Work request.
Count the lines below that contain the word "wrist", and state only that number.

Images with localized body landmarks:

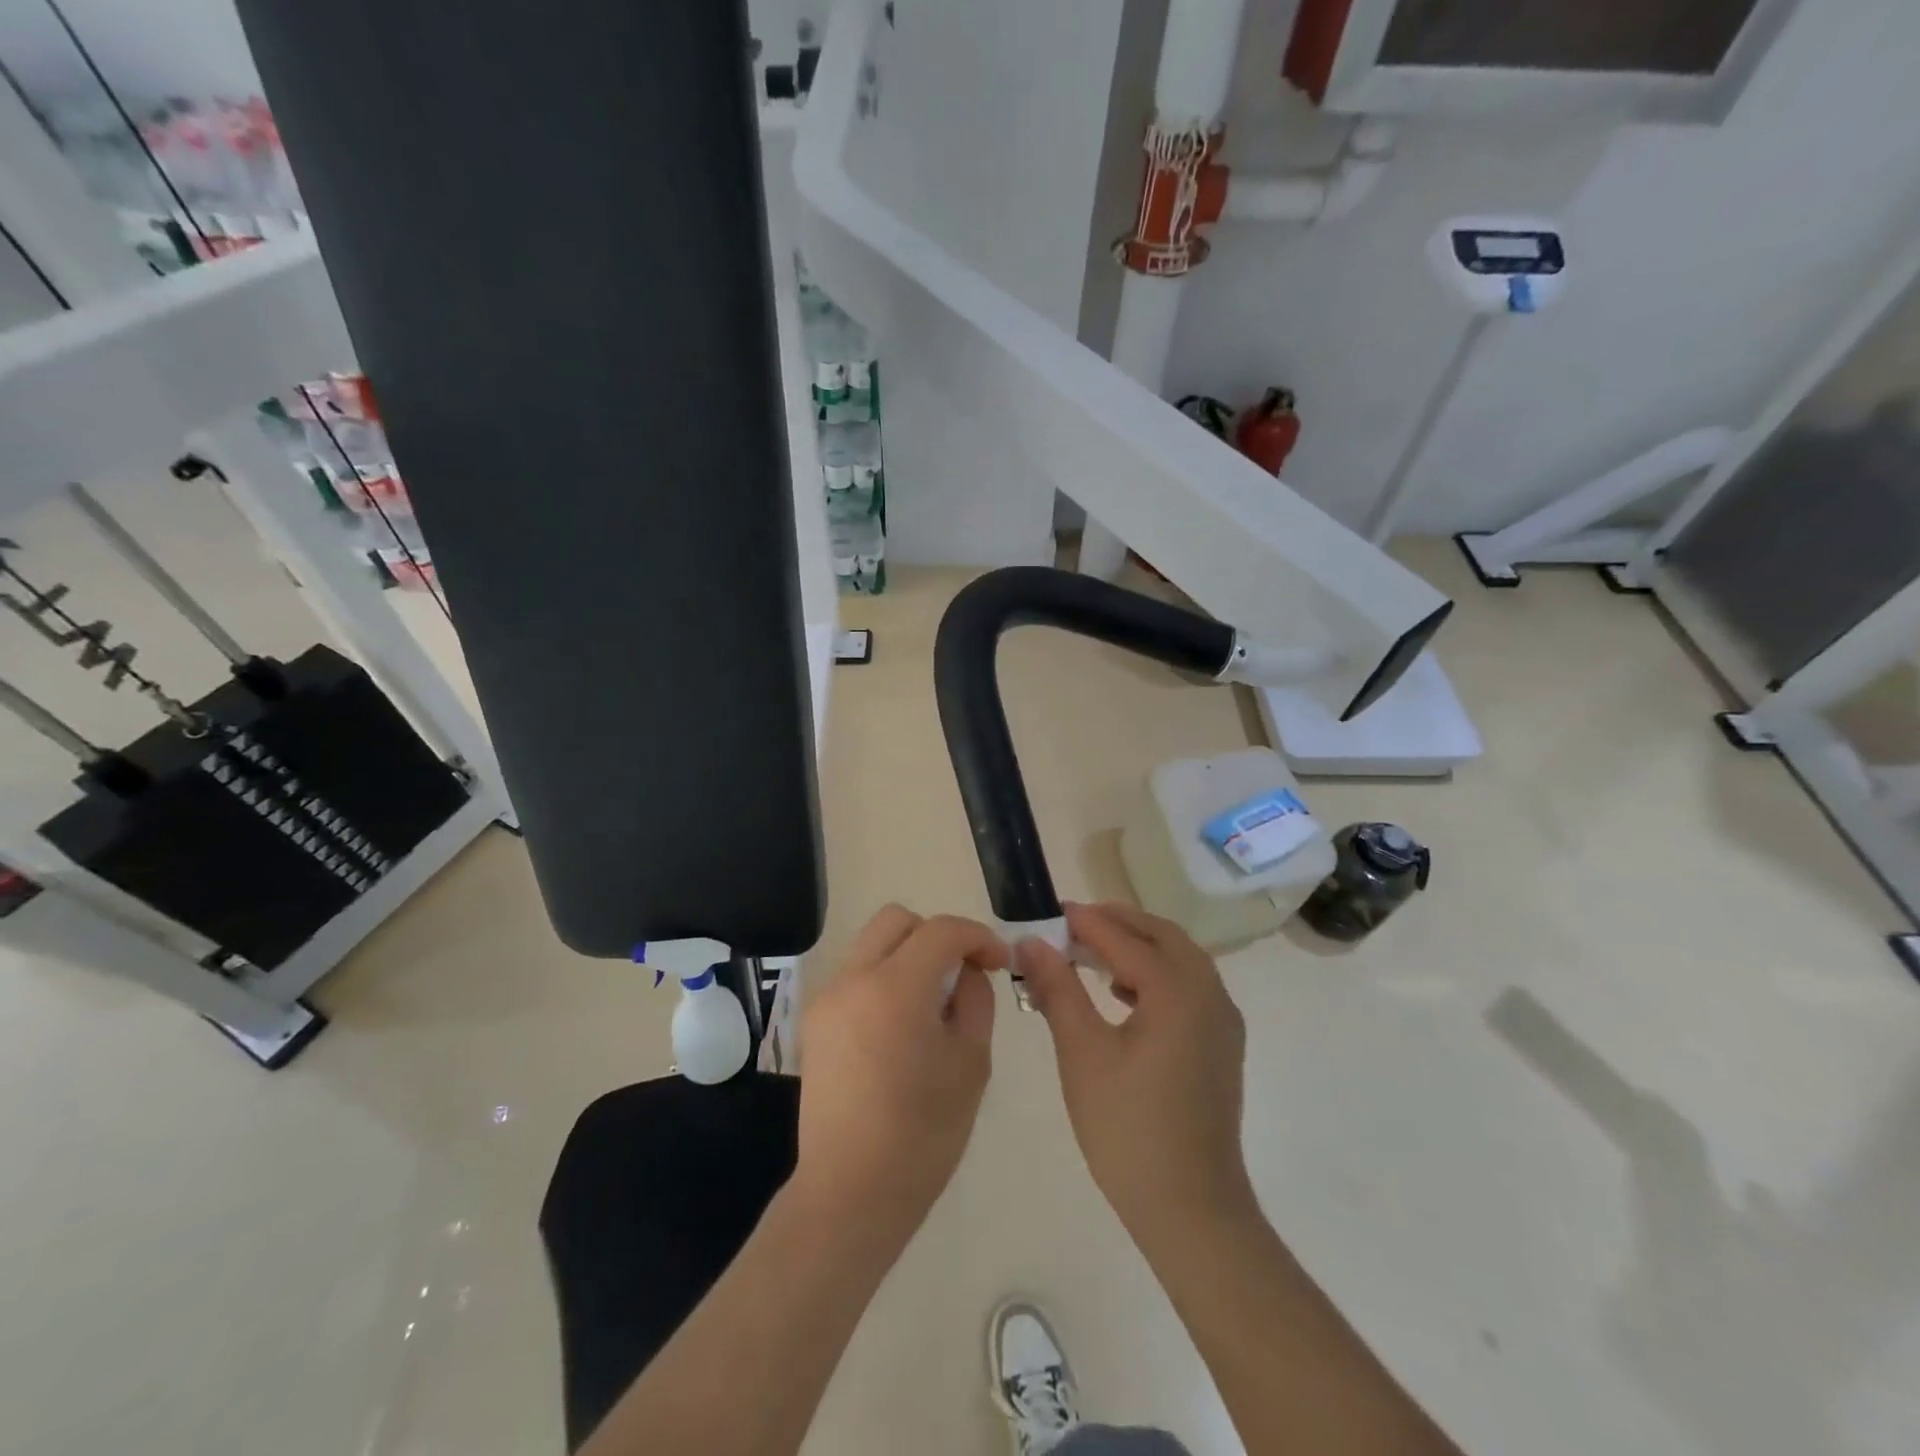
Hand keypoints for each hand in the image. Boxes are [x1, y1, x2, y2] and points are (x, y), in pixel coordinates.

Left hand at [792, 906, 1007, 1244]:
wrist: (850, 1193)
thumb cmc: (923, 1134)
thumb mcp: (971, 1063)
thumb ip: (975, 1000)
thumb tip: (968, 971)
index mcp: (895, 988)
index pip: (941, 931)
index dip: (977, 936)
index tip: (999, 963)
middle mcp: (853, 979)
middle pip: (897, 920)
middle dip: (937, 935)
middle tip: (962, 973)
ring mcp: (827, 998)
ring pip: (873, 944)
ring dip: (909, 955)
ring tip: (933, 1002)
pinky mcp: (814, 1021)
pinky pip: (856, 975)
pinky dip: (885, 978)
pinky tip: (901, 1025)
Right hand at [1018, 902, 1256, 1253]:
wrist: (1191, 1210)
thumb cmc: (1128, 1129)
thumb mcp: (1082, 1052)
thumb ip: (1058, 989)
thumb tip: (1032, 943)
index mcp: (1178, 991)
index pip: (1125, 939)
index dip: (1086, 923)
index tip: (1051, 912)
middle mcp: (1209, 995)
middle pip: (1163, 937)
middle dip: (1118, 924)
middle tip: (1074, 925)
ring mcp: (1222, 1021)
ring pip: (1180, 960)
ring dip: (1138, 947)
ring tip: (1092, 954)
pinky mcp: (1221, 1045)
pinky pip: (1190, 987)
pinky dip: (1156, 974)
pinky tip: (1123, 994)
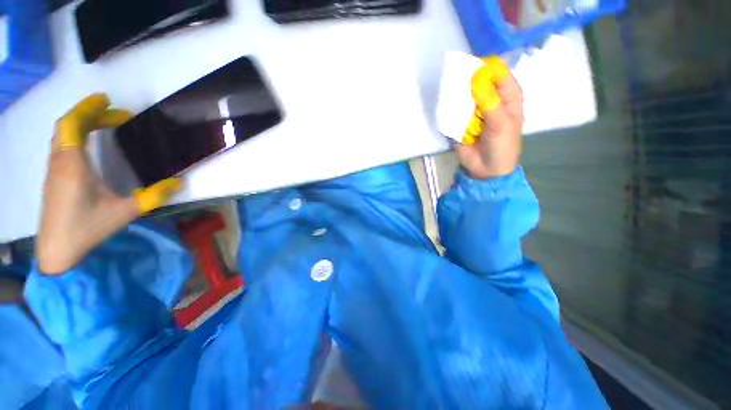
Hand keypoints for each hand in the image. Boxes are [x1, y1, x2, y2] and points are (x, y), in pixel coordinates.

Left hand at [37, 94, 182, 274]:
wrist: (56, 251)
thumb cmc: (87, 229)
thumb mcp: (125, 212)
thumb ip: (153, 196)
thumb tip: (179, 182)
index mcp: (73, 165)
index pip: (73, 124)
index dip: (88, 108)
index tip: (108, 100)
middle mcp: (60, 161)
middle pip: (67, 125)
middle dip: (90, 113)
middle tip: (115, 113)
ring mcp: (54, 169)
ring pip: (63, 134)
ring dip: (83, 123)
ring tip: (107, 124)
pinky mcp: (54, 177)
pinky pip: (63, 145)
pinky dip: (77, 135)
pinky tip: (92, 143)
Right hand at [456, 57, 523, 179]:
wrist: (486, 169)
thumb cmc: (502, 145)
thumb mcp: (501, 123)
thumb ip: (490, 101)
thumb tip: (475, 78)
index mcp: (507, 94)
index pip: (497, 71)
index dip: (484, 68)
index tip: (469, 74)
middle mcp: (490, 97)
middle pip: (476, 80)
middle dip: (465, 81)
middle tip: (454, 84)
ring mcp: (473, 109)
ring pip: (463, 94)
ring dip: (455, 95)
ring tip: (448, 98)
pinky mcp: (460, 120)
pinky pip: (453, 110)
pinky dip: (448, 109)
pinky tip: (444, 110)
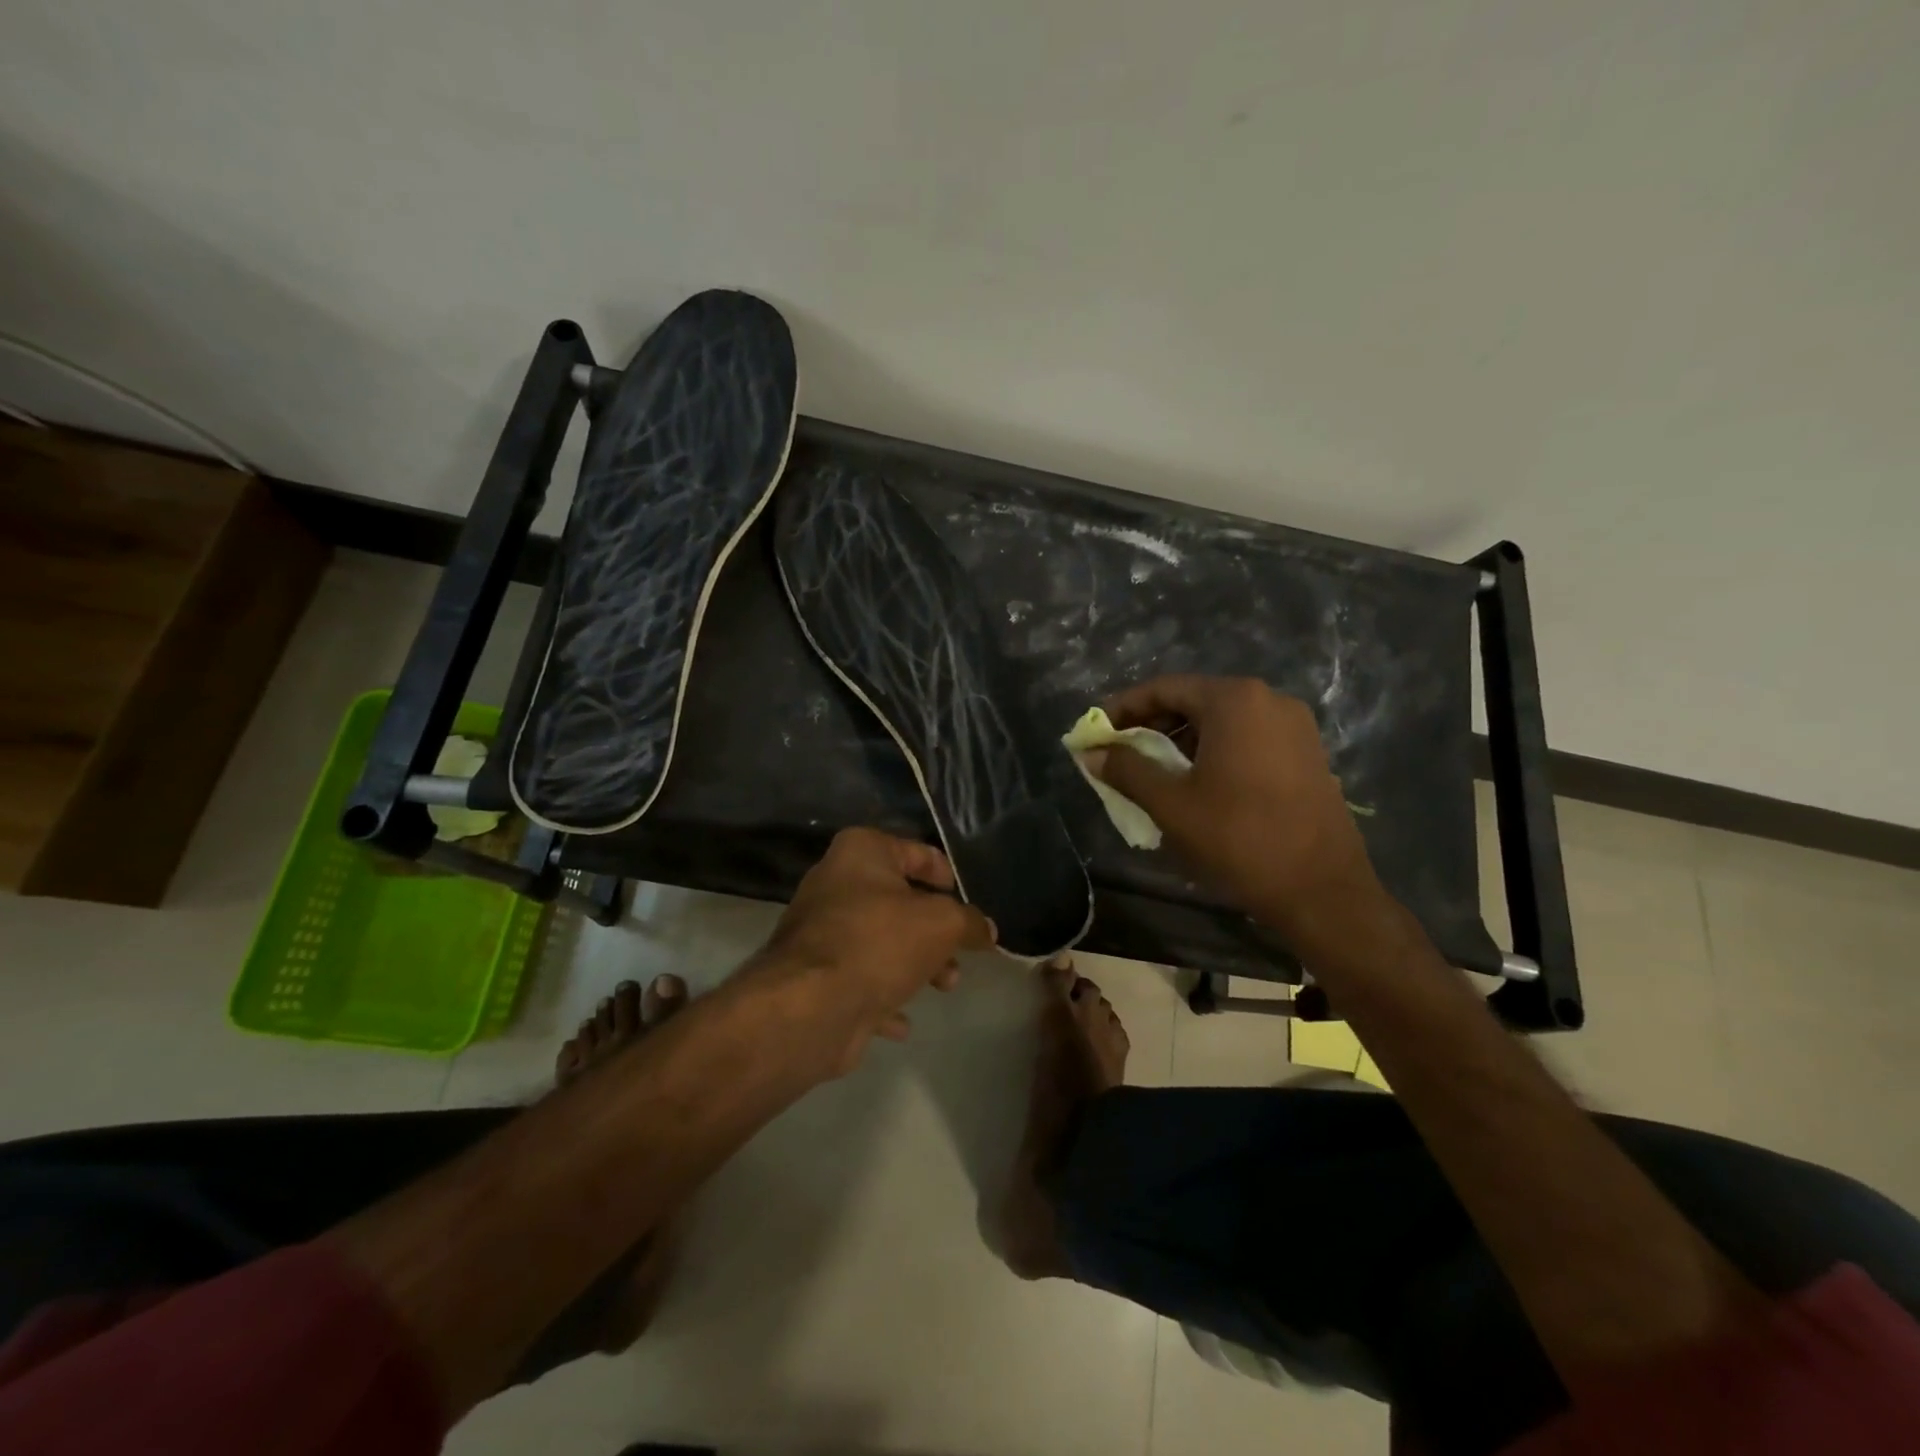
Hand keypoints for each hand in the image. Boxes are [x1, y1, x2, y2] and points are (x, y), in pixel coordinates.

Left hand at [745, 827, 995, 1076]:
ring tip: (944, 986)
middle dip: (935, 931)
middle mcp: (835, 883)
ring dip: (916, 964)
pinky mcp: (813, 975)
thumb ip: (970, 922)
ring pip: (881, 942)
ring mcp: (820, 931)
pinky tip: (902, 1022)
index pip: (916, 851)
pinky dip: (884, 997)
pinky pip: (859, 979)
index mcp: (860, 851)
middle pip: (899, 901)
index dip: (948, 876)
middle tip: (959, 955)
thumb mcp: (943, 924)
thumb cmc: (880, 942)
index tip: (968, 904)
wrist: (811, 1006)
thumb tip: (987, 931)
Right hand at [1087, 676, 1385, 950]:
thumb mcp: (1171, 804)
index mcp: (1234, 700)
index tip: (1095, 731)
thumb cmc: (1239, 839)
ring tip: (1152, 769)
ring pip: (1221, 720)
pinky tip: (1196, 780)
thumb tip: (1090, 752)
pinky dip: (1214, 749)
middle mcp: (1268, 699)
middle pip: (1194, 700)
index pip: (1164, 688)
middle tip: (1119, 752)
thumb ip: (1126, 769)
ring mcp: (1294, 725)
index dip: (1123, 708)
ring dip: (1181, 738)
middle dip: (1151, 724)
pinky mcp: (1307, 752)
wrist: (1322, 890)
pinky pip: (1247, 737)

Result for this exercise.
6